What you will do | The entries are to be duplicated exactly, with nothing left out.

Recorded data |

----------------

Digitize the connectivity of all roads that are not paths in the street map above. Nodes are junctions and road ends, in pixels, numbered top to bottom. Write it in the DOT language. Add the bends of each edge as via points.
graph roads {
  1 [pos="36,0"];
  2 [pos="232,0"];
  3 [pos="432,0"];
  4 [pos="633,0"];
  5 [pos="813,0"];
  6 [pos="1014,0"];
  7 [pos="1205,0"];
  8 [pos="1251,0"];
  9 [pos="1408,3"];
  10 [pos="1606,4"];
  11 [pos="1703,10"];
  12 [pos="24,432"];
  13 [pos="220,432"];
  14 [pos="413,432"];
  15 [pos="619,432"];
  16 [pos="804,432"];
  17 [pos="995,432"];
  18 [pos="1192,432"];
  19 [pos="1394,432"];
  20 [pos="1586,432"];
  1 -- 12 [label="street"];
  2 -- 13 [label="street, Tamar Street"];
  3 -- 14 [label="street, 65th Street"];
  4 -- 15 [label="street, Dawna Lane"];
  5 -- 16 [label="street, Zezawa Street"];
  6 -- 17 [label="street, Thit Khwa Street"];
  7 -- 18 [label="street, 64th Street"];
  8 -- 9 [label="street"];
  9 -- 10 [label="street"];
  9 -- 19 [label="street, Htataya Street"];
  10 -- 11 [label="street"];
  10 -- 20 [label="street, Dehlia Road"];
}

----------------

Solution to this exercise |
Digitize the connectivity of all roads that are not paths in the street map above. Nodes are junctions and road ends, in pixels, numbered top to bottom. Write it in the DOT language. Add the bends of each edge as via points.
graph roads {
  1 [pos="36,0"];
  2 [pos="232,0"];
  3 [pos="432,0"];
  4 [pos="633,0"];
  5 [pos="813,0"];
  6 [pos="1014,0"];
  7 [pos="1205,0"];
  8 [pos="1251,0"];
  9 [pos="1408,3"];
  10 [pos="1606,4"];
  11 [pos="1703,10"];
  12 [pos="24,432"];
  13 [pos="220,432"];
  14 [pos="413,432"];
  15 [pos="619,432"];
  16 [pos="804,432"];
  17 [pos="995,432"];
  18 [pos="1192,432"];
  19 [pos="1394,432"];
  20 [pos="1586,432"];
  1 -- 12 [label="street"];
  2 -- 13 [label="street, Tamar Street"];
  3 -- 14 [label="street, 65th Street"];
  4 -- 15 [label="street, Dawna Lane"];
  5 -- 16 [label="street, Zezawa Street"];
  6 -- 17 [label="street, Thit Khwa Street"];
  7 -- 18 [label="street, 64th Street"];
  8 -- 9 [label="street"];
  9 -- 10 [label="street"];
  9 -- 19 [label="street, Htataya Street"];
  10 -- 11 [label="street"];
  10 -- 20 [label="street, Dehlia Road"];
}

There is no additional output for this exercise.